## [What is required]
Reproduction of part of the material below, pictures omitted: copy exactly, and only, the lines starting with the one with "middle mcp: (497, 350)" and going on through the one with "middle pip: (161, 109)".

## [Listed records]

BEGIN

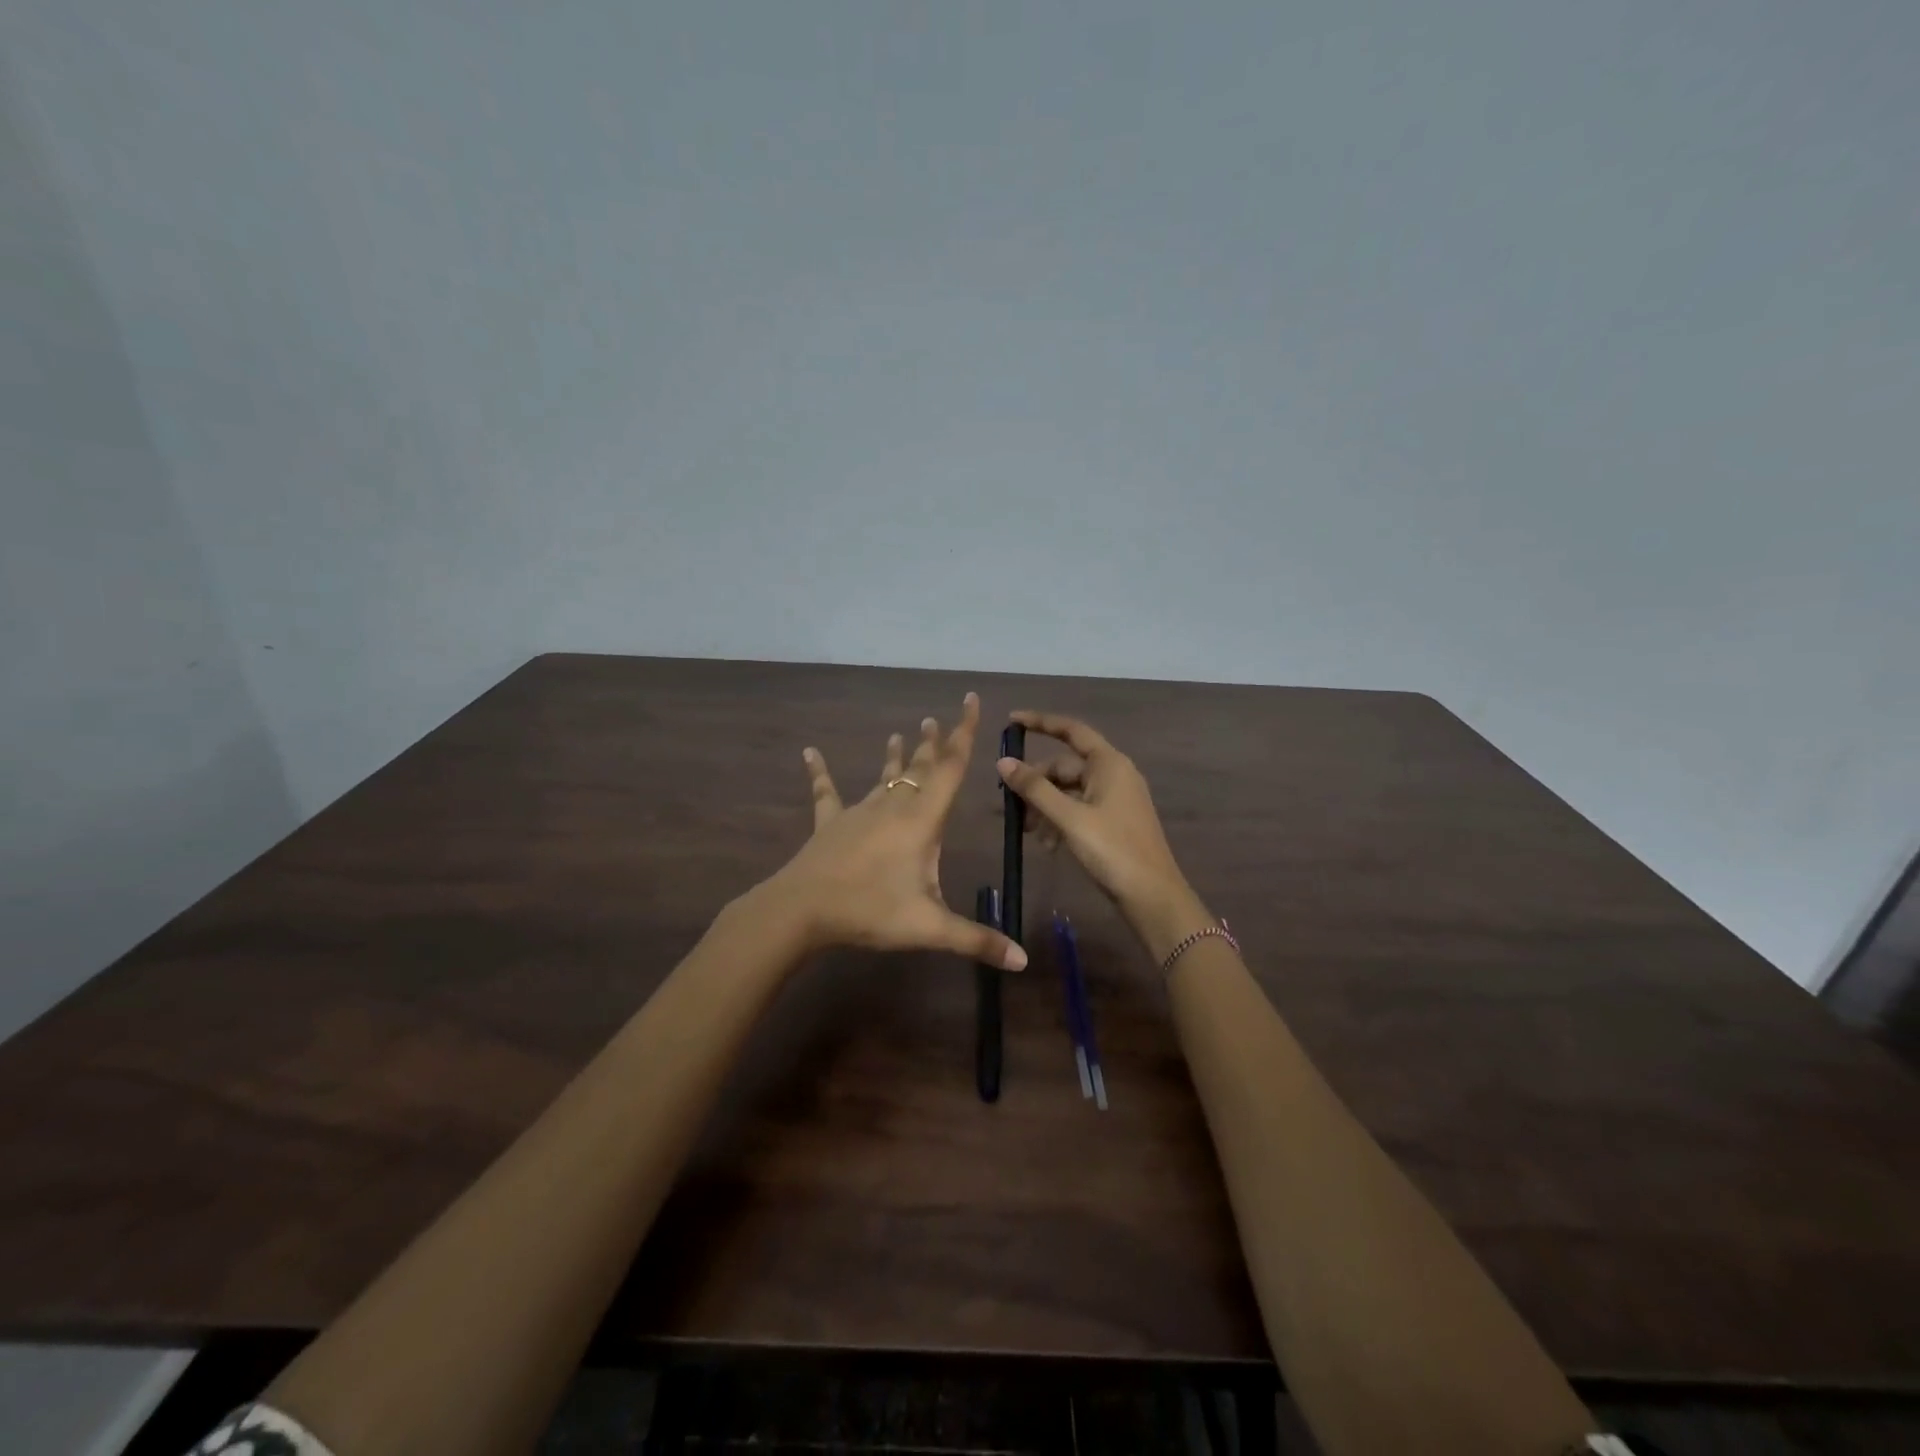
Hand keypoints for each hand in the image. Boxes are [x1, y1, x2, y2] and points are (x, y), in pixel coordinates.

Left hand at [762, 693, 1027, 969]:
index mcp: (921, 821)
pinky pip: (826, 792)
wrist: (802, 910)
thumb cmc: (870, 911)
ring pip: (884, 777)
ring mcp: (858, 812)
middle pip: (920, 767)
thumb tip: (1023, 961)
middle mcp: (893, 806)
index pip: (950, 768)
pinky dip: (820, 772)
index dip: (964, 733)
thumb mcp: (928, 927)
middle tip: (937, 718)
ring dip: (896, 756)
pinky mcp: (830, 823)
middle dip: (933, 743)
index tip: (970, 700)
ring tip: (901, 734)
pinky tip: (809, 752)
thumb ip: (977, 941)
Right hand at [996, 711, 1210, 962]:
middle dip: (1036, 784)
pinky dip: (1060, 820)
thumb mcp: (1068, 818)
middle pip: (1065, 767)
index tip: (1011, 722)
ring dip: (1044, 806)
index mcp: (1108, 763)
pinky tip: (1047, 844)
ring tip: (1026, 832)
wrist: (1152, 895)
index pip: (1070, 730)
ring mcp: (1116, 799)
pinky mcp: (1114, 821)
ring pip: (1069, 791)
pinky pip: (1079, 809)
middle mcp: (1114, 774)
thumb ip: (1035, 789)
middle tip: (1009, 806)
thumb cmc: (1112, 850)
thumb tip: (1004, 762)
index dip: (1040, 722)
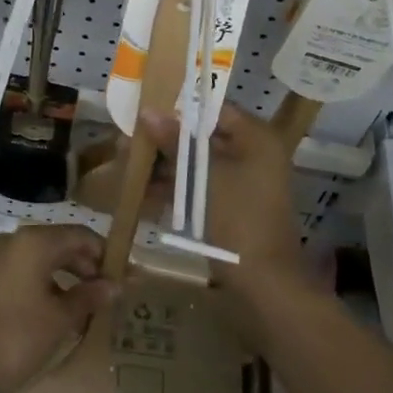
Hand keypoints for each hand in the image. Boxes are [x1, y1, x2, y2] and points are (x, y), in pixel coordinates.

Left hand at [0, 224, 116, 392]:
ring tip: (86, 309)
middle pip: (61, 245)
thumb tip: (116, 285)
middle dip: (87, 268)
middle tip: (108, 296)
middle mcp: (13, 241)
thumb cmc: (15, 339)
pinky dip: (44, 286)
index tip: (124, 278)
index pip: (81, 235)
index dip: (105, 255)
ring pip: (41, 260)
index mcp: (33, 242)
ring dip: (66, 279)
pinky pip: (23, 273)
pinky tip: (56, 314)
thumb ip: (89, 297)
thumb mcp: (60, 320)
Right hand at [142, 104, 303, 291]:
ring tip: (129, 164)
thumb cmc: (237, 218)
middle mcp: (252, 154)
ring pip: (197, 163)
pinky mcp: (230, 206)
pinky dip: (175, 187)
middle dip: (166, 139)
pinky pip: (199, 186)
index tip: (145, 110)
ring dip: (166, 164)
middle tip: (131, 140)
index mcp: (256, 138)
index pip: (213, 109)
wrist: (263, 283)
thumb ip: (175, 141)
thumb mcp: (202, 175)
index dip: (178, 108)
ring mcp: (242, 182)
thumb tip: (148, 111)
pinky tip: (143, 190)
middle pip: (203, 136)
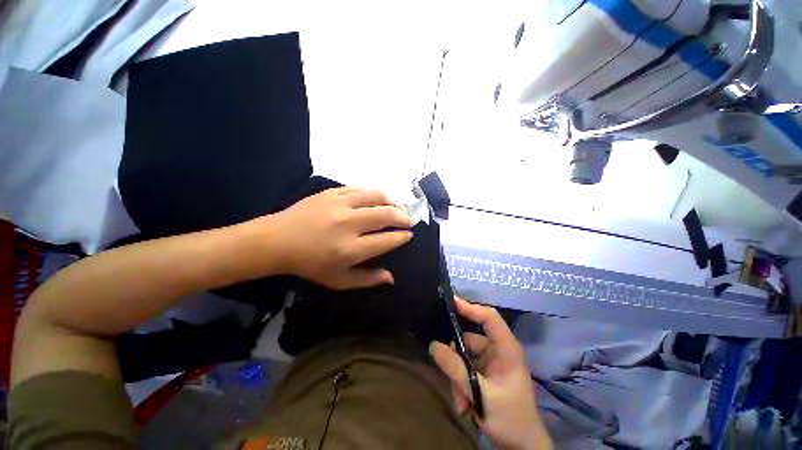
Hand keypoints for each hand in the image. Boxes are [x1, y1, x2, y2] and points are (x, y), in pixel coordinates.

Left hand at [268, 187, 412, 288]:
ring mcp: (340, 204)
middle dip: (403, 217)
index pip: (387, 240)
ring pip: (376, 196)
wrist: (277, 241)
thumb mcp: (338, 281)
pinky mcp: (332, 192)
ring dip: (393, 201)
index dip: (402, 237)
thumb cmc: (309, 264)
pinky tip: (378, 199)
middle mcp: (348, 224)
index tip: (409, 235)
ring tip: (399, 207)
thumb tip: (391, 278)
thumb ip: (367, 280)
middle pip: (386, 215)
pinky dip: (374, 194)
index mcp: (350, 249)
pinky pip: (360, 189)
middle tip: (409, 220)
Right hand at [429, 299, 551, 449]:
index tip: (450, 304)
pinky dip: (461, 383)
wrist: (522, 447)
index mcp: (506, 348)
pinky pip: (464, 368)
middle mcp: (497, 350)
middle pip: (468, 339)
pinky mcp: (483, 372)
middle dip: (457, 359)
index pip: (489, 317)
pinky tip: (464, 403)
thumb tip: (433, 345)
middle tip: (451, 377)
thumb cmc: (510, 418)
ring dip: (458, 376)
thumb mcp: (481, 394)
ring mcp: (489, 361)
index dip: (470, 307)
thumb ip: (456, 369)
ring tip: (461, 400)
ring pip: (463, 355)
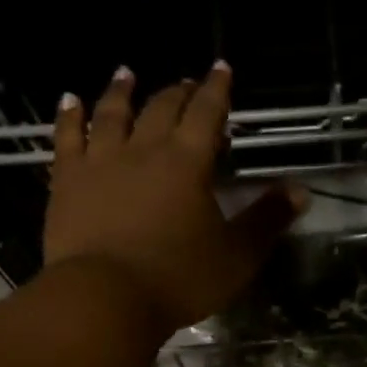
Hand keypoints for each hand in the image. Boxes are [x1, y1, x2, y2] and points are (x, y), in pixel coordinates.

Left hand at [42, 63, 307, 332]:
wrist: (105, 298)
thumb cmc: (179, 278)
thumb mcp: (237, 255)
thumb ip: (267, 219)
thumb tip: (300, 190)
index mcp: (188, 163)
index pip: (207, 113)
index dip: (217, 90)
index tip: (221, 68)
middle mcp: (144, 151)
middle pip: (161, 109)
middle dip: (177, 92)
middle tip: (185, 83)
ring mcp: (100, 163)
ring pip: (112, 114)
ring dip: (122, 92)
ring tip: (127, 74)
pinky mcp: (67, 182)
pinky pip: (67, 138)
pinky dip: (69, 116)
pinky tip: (69, 100)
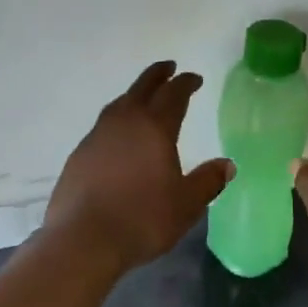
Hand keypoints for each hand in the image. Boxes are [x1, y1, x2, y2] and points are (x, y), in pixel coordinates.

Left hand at [45, 61, 235, 273]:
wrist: (82, 239)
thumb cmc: (142, 219)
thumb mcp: (186, 205)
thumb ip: (208, 181)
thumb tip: (227, 164)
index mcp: (155, 127)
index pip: (174, 94)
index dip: (186, 83)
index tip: (195, 79)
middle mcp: (125, 121)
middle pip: (143, 87)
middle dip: (158, 75)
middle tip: (169, 67)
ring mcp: (98, 135)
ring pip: (119, 103)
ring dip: (135, 95)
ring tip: (143, 98)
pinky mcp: (79, 153)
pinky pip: (103, 125)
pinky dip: (117, 120)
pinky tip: (119, 136)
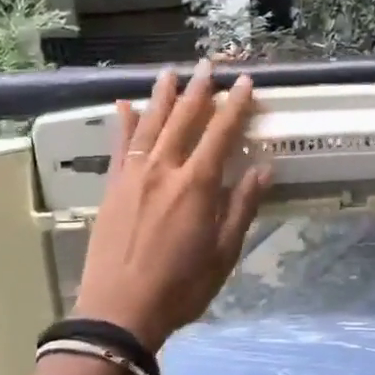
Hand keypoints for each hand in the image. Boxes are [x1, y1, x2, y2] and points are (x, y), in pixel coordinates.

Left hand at [74, 60, 270, 352]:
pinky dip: (123, 123)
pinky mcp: (112, 188)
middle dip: (199, 90)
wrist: (119, 311)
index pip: (221, 133)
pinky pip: (119, 147)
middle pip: (183, 119)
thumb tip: (263, 169)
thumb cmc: (181, 287)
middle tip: (208, 64)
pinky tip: (124, 104)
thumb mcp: (224, 253)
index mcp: (197, 185)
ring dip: (162, 96)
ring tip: (171, 72)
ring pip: (150, 125)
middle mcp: (164, 170)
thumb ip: (241, 207)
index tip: (245, 82)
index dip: (235, 106)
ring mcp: (133, 176)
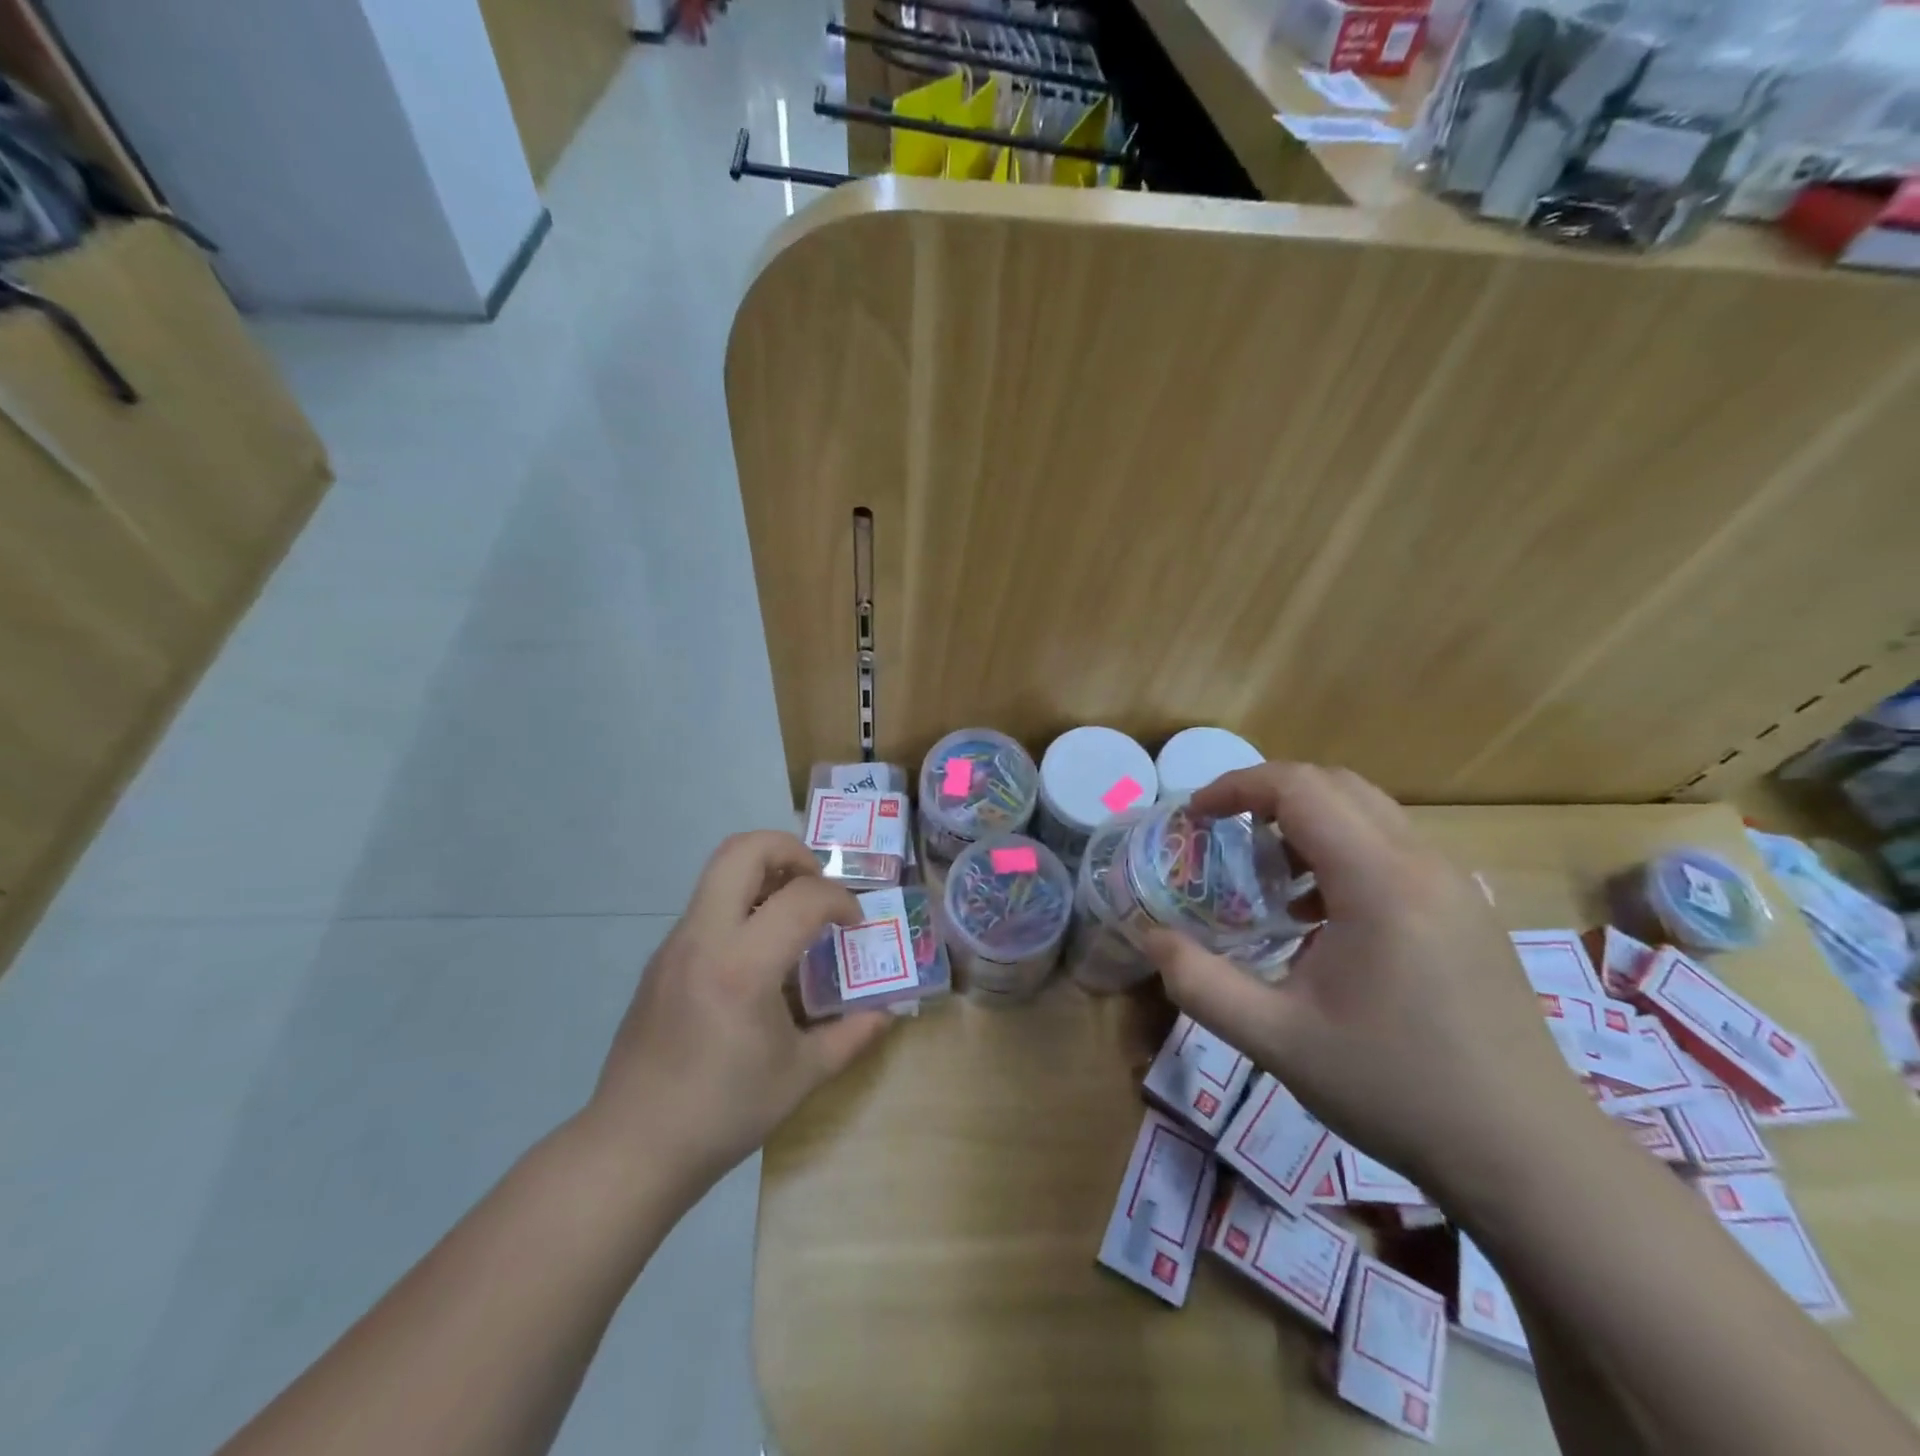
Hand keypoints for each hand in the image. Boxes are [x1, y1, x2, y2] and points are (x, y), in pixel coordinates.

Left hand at [579, 832, 892, 1195]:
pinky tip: (760, 953)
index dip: (840, 901)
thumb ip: (852, 1035)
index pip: (802, 897)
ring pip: (719, 870)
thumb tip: (888, 1012)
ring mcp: (675, 943)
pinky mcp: (661, 957)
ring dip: (764, 873)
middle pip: (743, 850)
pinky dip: (743, 904)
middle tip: (818, 883)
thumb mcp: (802, 1076)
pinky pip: (707, 905)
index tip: (855, 926)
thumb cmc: (724, 1113)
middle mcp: (704, 938)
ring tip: (794, 913)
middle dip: (791, 850)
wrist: (633, 1147)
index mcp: (743, 967)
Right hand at [1145, 764, 1593, 1202]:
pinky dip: (1342, 852)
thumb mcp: (1276, 1040)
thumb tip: (1150, 937)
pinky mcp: (1467, 911)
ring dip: (1307, 824)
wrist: (1529, 1156)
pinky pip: (1393, 849)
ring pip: (1369, 813)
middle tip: (1223, 836)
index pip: (1300, 788)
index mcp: (1379, 882)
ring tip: (1267, 877)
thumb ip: (1200, 983)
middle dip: (1268, 796)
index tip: (1196, 816)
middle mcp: (1423, 864)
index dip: (1237, 788)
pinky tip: (1320, 916)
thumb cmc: (1396, 1090)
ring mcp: (1454, 885)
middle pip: (1336, 785)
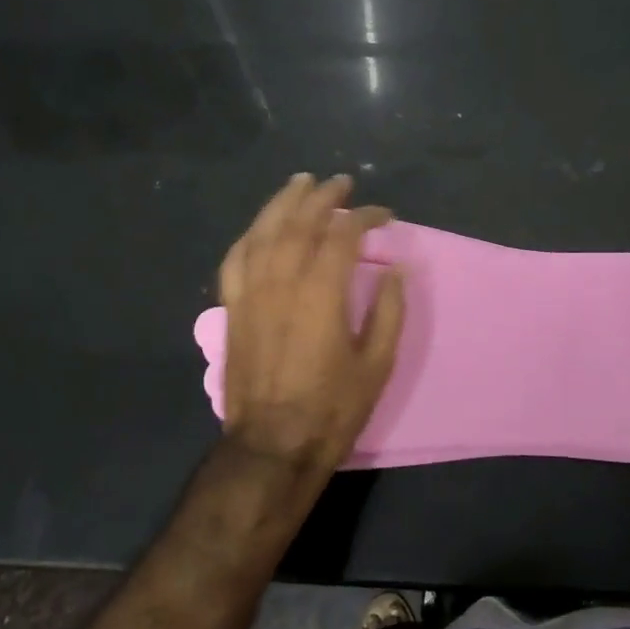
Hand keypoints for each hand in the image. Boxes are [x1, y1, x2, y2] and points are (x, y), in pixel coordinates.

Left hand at [217, 173, 405, 476]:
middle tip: (343, 183)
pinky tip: (261, 227)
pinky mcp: (233, 308)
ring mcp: (251, 292)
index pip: (343, 234)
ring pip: (264, 231)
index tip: (385, 215)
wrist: (272, 445)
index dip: (366, 216)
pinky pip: (235, 259)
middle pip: (301, 222)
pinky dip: (250, 235)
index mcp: (321, 292)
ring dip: (284, 202)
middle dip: (324, 197)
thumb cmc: (331, 408)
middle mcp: (282, 281)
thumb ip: (389, 311)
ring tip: (301, 182)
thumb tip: (396, 269)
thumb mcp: (377, 364)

END

## [Answer box]
middle mcp: (497, 350)
middle pip: (468, 339)
pinky mcp: (483, 372)
middle dip: (457, 359)
index pip: (489, 317)
pinky tip: (464, 403)
thumb tip: (433, 345)
middle tip: (451, 377)
thumb cmc: (510, 418)
ring dip: (458, 376)
thumb mcp: (481, 394)
ring mcp: (489, 361)
index dip: (470, 307)
thumb ip: (456, 369)
ring tip: (461, 400)
ring pip: (463, 355)
Hand keypoints for each hand in the image. Boxes are [x1, y1, x2, y2] and points are (x, y), in pixel coordinates.

Left hand at [42, 63, 307, 332]:
wrist: (105, 298)
thumb cmc: (179, 278)
thumb mcp: (237, 255)
thumb ip: (267, 219)
thumb tip: (300, 190)
index mcp: (188, 163)
index pip: (207, 113)
index dip: (217, 90)
index tip: (221, 68)
middle mcp: (144, 151)
middle pip: (161, 109)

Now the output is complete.